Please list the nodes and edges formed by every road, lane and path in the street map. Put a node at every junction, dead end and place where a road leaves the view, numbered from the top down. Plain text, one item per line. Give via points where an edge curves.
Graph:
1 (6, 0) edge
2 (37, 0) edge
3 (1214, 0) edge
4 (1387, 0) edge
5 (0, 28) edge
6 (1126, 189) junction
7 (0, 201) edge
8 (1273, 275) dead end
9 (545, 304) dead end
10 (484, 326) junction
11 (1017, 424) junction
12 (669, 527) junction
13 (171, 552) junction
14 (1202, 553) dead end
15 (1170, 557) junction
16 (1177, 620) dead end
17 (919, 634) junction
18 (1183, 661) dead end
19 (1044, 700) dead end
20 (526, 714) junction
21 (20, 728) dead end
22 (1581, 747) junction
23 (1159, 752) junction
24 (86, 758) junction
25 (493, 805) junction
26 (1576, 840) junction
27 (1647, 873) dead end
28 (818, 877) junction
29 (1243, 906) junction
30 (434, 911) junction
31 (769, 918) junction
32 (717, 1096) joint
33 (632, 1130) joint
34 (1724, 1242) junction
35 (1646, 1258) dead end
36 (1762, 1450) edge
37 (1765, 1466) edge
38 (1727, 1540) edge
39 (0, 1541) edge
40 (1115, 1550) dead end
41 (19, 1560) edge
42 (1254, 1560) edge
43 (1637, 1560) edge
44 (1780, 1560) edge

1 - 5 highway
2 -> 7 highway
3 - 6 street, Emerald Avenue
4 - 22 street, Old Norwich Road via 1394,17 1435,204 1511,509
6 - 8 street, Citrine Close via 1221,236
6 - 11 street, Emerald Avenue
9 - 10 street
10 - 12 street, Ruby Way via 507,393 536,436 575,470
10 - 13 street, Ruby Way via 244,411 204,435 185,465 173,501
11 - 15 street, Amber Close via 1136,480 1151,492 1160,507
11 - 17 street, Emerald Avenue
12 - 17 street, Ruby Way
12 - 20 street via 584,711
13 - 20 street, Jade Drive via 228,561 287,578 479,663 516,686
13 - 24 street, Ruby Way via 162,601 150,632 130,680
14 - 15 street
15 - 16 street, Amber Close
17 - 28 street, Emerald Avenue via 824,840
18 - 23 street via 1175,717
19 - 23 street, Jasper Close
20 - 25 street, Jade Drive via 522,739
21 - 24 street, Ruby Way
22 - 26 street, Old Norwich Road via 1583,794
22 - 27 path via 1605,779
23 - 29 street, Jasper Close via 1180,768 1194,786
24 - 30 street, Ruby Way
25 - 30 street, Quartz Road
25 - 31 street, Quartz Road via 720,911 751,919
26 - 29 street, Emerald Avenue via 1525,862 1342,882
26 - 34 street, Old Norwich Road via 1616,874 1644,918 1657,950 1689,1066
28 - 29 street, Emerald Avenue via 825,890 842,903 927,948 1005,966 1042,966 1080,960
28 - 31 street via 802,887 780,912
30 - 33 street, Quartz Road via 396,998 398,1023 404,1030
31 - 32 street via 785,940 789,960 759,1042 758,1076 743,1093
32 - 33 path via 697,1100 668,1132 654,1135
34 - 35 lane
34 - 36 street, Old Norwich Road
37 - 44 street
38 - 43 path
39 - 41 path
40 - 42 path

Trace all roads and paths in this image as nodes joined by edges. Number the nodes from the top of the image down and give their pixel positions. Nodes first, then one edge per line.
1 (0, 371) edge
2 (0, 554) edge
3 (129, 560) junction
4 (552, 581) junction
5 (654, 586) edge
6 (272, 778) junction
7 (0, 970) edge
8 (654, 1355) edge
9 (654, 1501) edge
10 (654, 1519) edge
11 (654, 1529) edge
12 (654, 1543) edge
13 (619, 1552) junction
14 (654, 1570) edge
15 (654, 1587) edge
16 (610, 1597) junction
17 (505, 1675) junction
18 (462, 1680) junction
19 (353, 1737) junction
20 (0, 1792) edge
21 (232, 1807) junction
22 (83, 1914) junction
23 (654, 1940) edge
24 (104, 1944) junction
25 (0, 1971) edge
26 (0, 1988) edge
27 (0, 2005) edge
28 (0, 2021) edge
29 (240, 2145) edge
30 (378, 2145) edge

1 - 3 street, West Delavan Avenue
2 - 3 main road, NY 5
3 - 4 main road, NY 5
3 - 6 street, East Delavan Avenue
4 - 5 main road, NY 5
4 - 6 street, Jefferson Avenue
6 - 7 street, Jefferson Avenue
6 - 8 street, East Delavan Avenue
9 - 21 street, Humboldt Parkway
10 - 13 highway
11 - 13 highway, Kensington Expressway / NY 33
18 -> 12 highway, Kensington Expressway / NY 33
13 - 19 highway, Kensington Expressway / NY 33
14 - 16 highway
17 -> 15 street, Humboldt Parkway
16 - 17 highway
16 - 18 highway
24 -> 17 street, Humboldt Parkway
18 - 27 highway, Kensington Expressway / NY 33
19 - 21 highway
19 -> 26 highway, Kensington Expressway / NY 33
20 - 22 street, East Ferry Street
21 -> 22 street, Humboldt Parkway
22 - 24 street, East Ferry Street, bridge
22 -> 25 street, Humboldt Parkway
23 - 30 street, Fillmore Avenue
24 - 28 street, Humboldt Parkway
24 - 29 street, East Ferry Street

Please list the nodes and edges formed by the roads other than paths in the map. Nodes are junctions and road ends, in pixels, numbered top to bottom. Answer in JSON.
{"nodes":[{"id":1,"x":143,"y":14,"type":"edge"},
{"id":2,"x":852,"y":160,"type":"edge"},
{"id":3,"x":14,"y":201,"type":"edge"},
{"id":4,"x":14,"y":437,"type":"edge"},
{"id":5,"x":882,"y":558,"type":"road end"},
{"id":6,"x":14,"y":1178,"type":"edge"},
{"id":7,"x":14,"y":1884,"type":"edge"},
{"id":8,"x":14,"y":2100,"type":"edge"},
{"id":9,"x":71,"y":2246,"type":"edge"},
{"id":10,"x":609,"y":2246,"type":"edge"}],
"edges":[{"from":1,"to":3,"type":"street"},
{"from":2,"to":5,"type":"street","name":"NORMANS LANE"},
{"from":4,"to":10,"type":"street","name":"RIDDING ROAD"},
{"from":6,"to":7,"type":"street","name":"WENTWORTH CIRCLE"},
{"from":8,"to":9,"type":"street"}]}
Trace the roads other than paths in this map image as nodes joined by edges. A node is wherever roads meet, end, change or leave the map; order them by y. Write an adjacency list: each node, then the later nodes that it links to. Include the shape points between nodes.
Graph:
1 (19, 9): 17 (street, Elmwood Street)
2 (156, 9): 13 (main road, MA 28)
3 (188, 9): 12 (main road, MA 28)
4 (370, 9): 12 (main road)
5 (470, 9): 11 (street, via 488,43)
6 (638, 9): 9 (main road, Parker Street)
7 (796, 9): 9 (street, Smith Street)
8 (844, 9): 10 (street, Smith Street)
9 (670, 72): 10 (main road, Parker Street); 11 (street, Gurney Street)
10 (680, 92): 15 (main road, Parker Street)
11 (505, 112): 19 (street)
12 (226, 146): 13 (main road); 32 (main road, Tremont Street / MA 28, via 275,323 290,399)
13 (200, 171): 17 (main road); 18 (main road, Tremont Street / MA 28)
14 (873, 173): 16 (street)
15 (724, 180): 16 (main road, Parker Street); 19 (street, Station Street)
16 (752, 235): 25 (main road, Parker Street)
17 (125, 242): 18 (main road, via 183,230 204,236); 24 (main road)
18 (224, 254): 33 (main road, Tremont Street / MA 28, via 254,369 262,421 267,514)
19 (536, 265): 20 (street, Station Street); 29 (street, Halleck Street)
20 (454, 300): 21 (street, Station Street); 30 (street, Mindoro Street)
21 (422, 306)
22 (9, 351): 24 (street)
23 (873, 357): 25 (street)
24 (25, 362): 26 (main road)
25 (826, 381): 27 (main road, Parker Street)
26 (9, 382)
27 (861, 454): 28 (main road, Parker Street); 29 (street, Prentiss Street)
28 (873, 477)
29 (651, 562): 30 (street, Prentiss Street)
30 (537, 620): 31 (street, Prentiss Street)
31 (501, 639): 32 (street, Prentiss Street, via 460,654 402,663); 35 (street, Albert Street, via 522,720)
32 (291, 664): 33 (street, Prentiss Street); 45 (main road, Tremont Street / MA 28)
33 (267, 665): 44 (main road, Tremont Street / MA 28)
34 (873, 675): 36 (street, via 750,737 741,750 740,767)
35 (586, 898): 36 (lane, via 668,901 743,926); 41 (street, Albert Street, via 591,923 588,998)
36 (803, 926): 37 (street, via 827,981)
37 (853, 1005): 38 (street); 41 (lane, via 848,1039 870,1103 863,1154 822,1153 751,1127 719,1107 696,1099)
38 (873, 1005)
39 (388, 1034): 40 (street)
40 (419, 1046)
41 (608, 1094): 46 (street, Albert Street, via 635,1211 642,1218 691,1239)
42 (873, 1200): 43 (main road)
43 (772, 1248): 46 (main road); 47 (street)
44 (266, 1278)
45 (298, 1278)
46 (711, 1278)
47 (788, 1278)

+ + + +

▶ [Instructions to follow]: Check every line above for the string "paths", and copy the ones that have it.

▶ [Answer]:
Trace all roads and paths in this image as nodes joined by edges. Number the nodes from the top of the image down and give their pixel positions. Nodes first, then one edge per line.
Please list the nodes and edges formed by the roads other than paths in the map. Nodes are junctions and road ends, in pixels, numbered top to bottom. Answer in JSON.
Trace the roads other than paths in this map image as nodes joined by edges. A node is wherever roads meet, end, change or leave the map; order them by y. Write an adjacency list: each node, then the later nodes that it links to. Include the shape points between nodes.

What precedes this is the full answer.